Es tobte bis 1984 durchs Werbefernsehen, regte sich über Kleinigkeiten auf und kam erst dank Zigarette wieder runter. Schorsch Kamerun regt sich ebenso in seinen Rollen und Texten oft auf – allerdings unter ganz anderen Vorzeichen …

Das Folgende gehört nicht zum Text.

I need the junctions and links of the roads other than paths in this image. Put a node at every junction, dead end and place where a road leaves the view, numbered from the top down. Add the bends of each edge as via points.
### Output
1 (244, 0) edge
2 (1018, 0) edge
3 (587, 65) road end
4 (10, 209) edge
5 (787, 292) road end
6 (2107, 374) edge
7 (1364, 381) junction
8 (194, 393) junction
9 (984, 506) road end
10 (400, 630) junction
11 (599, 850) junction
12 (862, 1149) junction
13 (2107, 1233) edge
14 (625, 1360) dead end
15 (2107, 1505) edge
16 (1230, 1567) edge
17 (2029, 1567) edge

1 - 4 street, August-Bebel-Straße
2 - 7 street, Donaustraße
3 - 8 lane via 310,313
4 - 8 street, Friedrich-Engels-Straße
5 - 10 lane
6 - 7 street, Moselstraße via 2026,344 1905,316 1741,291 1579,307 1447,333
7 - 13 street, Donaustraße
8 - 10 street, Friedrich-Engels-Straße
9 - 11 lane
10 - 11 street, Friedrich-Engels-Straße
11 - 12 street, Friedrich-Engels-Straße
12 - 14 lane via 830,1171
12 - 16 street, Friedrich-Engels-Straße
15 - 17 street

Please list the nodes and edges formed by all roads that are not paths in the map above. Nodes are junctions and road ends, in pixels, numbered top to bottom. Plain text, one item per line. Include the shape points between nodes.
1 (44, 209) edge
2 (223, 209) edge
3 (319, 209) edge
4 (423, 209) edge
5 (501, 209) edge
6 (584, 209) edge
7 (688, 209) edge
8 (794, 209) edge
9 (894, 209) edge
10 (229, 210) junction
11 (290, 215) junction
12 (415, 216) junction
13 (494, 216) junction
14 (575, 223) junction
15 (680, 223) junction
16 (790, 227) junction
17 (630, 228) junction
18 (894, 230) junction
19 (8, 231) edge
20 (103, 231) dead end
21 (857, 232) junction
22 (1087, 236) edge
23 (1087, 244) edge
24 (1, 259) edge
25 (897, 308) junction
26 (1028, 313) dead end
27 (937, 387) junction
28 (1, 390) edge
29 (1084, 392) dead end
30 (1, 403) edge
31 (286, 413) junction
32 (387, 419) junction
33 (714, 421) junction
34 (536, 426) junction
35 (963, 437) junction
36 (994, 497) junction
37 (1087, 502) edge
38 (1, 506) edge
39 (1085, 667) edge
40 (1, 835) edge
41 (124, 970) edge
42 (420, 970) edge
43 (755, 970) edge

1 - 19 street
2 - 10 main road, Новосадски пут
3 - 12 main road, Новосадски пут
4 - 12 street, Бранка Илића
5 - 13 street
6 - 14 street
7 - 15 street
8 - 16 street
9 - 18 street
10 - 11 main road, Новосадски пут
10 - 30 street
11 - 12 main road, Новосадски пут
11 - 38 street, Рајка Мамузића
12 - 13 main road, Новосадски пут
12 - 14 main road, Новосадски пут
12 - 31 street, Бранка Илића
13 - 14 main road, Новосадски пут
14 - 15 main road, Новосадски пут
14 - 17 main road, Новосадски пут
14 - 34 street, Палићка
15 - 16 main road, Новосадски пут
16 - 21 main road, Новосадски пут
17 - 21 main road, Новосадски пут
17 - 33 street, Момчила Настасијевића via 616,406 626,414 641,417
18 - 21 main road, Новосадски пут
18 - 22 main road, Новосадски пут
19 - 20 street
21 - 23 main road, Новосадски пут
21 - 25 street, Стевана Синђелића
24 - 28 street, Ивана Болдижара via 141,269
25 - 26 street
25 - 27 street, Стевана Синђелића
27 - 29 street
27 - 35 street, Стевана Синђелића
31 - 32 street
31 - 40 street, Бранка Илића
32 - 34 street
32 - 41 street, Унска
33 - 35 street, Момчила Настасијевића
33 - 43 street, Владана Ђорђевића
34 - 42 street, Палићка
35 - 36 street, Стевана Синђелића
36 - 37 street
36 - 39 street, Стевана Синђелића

Auch beim HB-Männchen ging es um Entschleunigung, nur anders gemeint – dass man zwar schon auch mal ein Päus-chen braucht, allerdings eher von so Missgeschicken, wie wenn du dir mit dem Hammer auf den Finger haust. Heute wäre die Botschaft eben eine ganz andere: Eigentlich läuft alles super, du verwirklichst dich ganz wunderbar und bist trotzdem kurz vorm Platzen. Es ist gar nicht mehr der Fehler, das Defizit, gemeint, sondern das Überfunktionieren, das uns ausbrennt. Heute bedeutet Selbstverwirklichung Stress.

7 Timmendorfer Strand

In dieser Tourismus-Besatzungszone ist Schorsch Kamerun aufgewachsen.

Ich fahr immer wieder hin, obwohl ich diesen neureich-plumpen Ort oft zum Kotzen finde. Es gibt aber auch schöne Erinnerungen wie Schlauchboote versenken oder Quallentouristenfallen. Mit Heimatliebe hat das nichts zu tun, eher mit Freunden, Erlebnissen, und ja, vielleicht steckt dahinter auch irgendwas „Tribe-Mäßiges“.

8 Gangnam Style

Der Welthit des südkoreanischen Rappers Psy kriegt auch einen „Ex-Punk“ und „Theater-Revolutionär“ wie Schorsch Kamerun herum.

Ich kann Trash gut finden. Und hier ist ja auch die Basis des Textes super: Das ist ultraerfolgreiche Gentrifizierungs-Kritik, eine Beschreibung des poshen Gangnam-Viertels in Seoul. Manchmal steckt bei vordergründig-grellen Machwerken doch ein kluger Gedanke dahinter. Hier darf man ungeniert mitgaloppieren. Oliver Götz

Schorsch Kamerun, Jahrgang 1963, wächst unter dem Namen Thomas Sehl an der Ostsee auf. Brennt nach Hamburg durch. Wird Sänger der Funpunk-, dann Punk-, dann Experimental-Gruppe Die Goldenen Zitronen. Arbeitet auch als Regisseur und Autor für Theater, Rundfunk und mehr im gesamten deutschsprachigen Raum. Sein neues Soloalbum trägt den Titel Der Mensch lässt nach.